## Stored data
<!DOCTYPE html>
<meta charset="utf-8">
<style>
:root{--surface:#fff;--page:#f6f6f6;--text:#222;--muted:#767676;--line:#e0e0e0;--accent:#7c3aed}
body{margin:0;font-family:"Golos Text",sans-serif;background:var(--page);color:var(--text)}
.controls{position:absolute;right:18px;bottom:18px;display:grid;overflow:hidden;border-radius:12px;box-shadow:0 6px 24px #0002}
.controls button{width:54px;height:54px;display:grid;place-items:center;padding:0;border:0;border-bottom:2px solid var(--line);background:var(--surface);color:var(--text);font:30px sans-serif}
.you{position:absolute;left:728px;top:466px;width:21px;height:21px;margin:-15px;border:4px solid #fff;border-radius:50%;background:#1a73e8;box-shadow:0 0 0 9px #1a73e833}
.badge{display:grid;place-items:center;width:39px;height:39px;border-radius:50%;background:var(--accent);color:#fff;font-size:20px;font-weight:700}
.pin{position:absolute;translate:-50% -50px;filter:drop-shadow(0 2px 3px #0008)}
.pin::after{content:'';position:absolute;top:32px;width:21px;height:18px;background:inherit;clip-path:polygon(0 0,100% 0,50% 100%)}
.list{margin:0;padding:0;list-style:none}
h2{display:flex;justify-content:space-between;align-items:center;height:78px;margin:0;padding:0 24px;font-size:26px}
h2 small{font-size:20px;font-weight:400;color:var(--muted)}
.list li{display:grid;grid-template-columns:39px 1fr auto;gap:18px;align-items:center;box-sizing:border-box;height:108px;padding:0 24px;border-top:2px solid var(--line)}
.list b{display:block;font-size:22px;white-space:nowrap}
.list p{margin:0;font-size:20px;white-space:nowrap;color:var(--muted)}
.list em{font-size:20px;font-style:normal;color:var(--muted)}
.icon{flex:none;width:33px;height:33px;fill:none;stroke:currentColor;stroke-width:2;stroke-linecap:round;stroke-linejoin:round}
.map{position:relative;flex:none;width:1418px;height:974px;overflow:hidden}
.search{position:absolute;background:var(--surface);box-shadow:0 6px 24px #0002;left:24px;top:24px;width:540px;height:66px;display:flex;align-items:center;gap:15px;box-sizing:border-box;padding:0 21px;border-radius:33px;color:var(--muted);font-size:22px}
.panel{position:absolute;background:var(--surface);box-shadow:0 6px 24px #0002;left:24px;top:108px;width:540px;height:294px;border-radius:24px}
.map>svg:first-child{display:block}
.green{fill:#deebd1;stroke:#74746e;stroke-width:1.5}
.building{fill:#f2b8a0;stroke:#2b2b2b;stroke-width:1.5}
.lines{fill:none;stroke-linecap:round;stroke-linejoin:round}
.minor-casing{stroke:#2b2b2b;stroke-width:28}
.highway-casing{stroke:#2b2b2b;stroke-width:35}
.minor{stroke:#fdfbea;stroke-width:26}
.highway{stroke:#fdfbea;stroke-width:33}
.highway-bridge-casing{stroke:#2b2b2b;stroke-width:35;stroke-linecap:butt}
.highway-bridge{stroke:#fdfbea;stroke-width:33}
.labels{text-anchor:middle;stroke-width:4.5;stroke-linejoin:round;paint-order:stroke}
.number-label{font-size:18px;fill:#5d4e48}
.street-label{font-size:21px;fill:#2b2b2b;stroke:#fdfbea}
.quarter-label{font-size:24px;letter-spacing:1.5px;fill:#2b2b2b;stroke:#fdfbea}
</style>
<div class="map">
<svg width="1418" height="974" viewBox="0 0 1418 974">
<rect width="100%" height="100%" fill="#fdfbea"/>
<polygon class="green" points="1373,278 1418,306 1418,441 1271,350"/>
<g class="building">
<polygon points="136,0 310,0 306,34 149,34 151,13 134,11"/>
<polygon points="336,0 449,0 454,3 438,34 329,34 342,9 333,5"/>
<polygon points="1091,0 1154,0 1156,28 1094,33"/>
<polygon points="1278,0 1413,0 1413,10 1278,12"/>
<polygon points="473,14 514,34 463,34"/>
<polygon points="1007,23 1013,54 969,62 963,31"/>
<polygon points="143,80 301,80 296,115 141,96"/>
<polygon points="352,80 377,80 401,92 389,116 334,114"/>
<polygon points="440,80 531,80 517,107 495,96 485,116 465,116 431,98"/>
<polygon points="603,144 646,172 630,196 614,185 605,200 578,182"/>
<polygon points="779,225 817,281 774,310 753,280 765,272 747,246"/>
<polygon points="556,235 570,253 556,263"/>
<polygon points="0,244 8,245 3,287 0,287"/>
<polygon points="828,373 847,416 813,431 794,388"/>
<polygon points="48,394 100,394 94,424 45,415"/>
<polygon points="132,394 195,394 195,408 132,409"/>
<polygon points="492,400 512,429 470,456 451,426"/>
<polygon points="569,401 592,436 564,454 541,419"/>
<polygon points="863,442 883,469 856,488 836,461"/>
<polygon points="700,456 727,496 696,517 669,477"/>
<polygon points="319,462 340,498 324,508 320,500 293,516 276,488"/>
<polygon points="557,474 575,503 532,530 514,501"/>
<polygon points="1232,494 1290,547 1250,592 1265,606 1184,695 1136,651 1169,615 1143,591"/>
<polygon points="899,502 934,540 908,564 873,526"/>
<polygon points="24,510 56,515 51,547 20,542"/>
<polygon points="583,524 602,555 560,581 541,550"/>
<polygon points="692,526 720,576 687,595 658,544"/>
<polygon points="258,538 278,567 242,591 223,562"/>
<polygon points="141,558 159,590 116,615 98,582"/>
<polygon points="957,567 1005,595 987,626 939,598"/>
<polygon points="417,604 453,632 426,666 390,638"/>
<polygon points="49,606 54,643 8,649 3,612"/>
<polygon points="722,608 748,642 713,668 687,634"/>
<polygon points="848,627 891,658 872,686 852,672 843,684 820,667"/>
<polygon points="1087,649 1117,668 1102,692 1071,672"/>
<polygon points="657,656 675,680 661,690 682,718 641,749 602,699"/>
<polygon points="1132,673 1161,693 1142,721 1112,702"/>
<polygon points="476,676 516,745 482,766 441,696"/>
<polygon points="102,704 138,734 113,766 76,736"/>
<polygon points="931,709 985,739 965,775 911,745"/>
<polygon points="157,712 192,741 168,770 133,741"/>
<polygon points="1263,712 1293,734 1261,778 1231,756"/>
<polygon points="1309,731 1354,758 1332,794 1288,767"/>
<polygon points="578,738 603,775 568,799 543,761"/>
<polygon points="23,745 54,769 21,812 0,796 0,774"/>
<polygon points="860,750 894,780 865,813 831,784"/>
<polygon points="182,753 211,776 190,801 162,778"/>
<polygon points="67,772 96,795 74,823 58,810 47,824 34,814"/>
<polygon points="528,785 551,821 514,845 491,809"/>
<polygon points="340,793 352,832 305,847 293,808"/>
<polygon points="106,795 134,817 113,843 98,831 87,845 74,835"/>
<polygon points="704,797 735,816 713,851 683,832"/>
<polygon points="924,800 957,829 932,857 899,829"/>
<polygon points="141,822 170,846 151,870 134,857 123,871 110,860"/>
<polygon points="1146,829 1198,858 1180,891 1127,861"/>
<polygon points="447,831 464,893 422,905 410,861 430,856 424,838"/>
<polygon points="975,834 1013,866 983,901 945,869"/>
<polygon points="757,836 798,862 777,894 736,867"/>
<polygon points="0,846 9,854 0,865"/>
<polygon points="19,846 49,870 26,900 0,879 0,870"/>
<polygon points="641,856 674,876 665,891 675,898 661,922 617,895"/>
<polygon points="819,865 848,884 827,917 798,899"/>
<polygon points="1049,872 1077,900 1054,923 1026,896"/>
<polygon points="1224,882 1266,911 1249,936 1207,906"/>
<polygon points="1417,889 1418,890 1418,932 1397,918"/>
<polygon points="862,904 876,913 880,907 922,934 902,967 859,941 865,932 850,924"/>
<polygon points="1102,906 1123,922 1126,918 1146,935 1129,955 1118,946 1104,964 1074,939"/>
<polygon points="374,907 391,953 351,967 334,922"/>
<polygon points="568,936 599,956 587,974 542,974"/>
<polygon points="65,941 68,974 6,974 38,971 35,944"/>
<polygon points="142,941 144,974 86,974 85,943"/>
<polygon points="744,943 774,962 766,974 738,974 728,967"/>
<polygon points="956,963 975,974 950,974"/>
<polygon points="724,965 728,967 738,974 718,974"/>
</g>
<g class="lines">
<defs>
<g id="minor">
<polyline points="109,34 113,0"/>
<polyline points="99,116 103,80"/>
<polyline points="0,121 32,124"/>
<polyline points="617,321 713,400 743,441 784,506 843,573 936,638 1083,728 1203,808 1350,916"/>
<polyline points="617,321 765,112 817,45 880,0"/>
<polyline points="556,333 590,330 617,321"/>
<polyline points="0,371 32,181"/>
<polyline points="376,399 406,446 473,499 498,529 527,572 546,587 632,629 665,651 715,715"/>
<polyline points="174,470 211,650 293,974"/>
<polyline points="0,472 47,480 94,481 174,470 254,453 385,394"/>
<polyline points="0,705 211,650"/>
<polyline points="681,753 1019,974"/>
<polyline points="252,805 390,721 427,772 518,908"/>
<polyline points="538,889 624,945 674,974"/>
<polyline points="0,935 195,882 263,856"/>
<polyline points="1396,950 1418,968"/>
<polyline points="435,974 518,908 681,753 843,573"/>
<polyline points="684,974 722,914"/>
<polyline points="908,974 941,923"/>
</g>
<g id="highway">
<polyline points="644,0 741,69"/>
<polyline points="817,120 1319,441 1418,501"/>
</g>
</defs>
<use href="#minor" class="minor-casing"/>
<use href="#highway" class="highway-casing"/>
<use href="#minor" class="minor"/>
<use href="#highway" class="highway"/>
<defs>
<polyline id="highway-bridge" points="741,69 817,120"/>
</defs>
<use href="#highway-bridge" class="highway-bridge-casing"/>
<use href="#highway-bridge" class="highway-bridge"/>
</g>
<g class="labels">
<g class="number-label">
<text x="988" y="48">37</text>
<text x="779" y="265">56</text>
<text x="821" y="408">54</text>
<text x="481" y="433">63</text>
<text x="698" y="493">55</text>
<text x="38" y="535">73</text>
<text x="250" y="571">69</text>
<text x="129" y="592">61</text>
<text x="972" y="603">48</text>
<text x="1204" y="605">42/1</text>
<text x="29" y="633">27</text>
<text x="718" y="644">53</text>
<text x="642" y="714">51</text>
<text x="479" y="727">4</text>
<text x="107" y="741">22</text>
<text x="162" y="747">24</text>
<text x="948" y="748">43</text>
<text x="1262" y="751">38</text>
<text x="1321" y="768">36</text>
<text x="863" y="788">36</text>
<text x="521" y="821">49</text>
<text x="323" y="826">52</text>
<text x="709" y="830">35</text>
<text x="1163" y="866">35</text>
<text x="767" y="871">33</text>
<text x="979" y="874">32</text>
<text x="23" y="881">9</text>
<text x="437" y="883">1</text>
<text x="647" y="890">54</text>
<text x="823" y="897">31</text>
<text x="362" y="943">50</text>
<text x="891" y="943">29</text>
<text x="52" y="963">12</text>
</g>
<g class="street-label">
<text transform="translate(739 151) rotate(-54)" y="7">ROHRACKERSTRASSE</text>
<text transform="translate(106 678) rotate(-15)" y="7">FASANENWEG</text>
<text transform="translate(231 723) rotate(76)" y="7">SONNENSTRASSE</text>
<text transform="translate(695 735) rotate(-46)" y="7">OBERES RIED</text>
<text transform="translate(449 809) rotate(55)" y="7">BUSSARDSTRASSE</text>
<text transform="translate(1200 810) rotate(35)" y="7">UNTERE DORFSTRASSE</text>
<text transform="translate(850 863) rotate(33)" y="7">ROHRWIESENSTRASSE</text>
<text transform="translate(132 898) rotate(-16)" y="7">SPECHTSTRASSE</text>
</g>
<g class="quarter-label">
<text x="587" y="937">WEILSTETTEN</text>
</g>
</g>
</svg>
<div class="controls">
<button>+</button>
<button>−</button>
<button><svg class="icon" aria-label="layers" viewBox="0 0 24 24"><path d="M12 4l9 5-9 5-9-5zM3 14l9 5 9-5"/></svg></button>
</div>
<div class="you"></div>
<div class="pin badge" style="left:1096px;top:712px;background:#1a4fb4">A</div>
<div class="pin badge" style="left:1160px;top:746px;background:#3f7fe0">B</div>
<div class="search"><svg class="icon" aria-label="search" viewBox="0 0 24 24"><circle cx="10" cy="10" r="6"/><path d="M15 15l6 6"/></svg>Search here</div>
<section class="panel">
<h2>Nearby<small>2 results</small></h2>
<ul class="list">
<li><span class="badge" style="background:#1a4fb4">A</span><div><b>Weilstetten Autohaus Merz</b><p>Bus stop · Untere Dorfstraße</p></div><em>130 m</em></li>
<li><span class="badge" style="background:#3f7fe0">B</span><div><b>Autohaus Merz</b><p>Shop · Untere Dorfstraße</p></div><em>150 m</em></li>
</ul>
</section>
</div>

## What to produce
Among the records above, find each line holding the string "casing" and pull it out.

## Exercise output
.minor-casing{stroke:#2b2b2b;stroke-width:28}
.highway-casing{stroke:#2b2b2b;stroke-width:35}
.highway-bridge-casing{stroke:#2b2b2b;stroke-width:35;stroke-linecap:butt}
<use href="#minor" class="minor-casing"/>
<use href="#highway" class="highway-casing"/>
<use href="#highway-bridge" class="highway-bridge-casing"/>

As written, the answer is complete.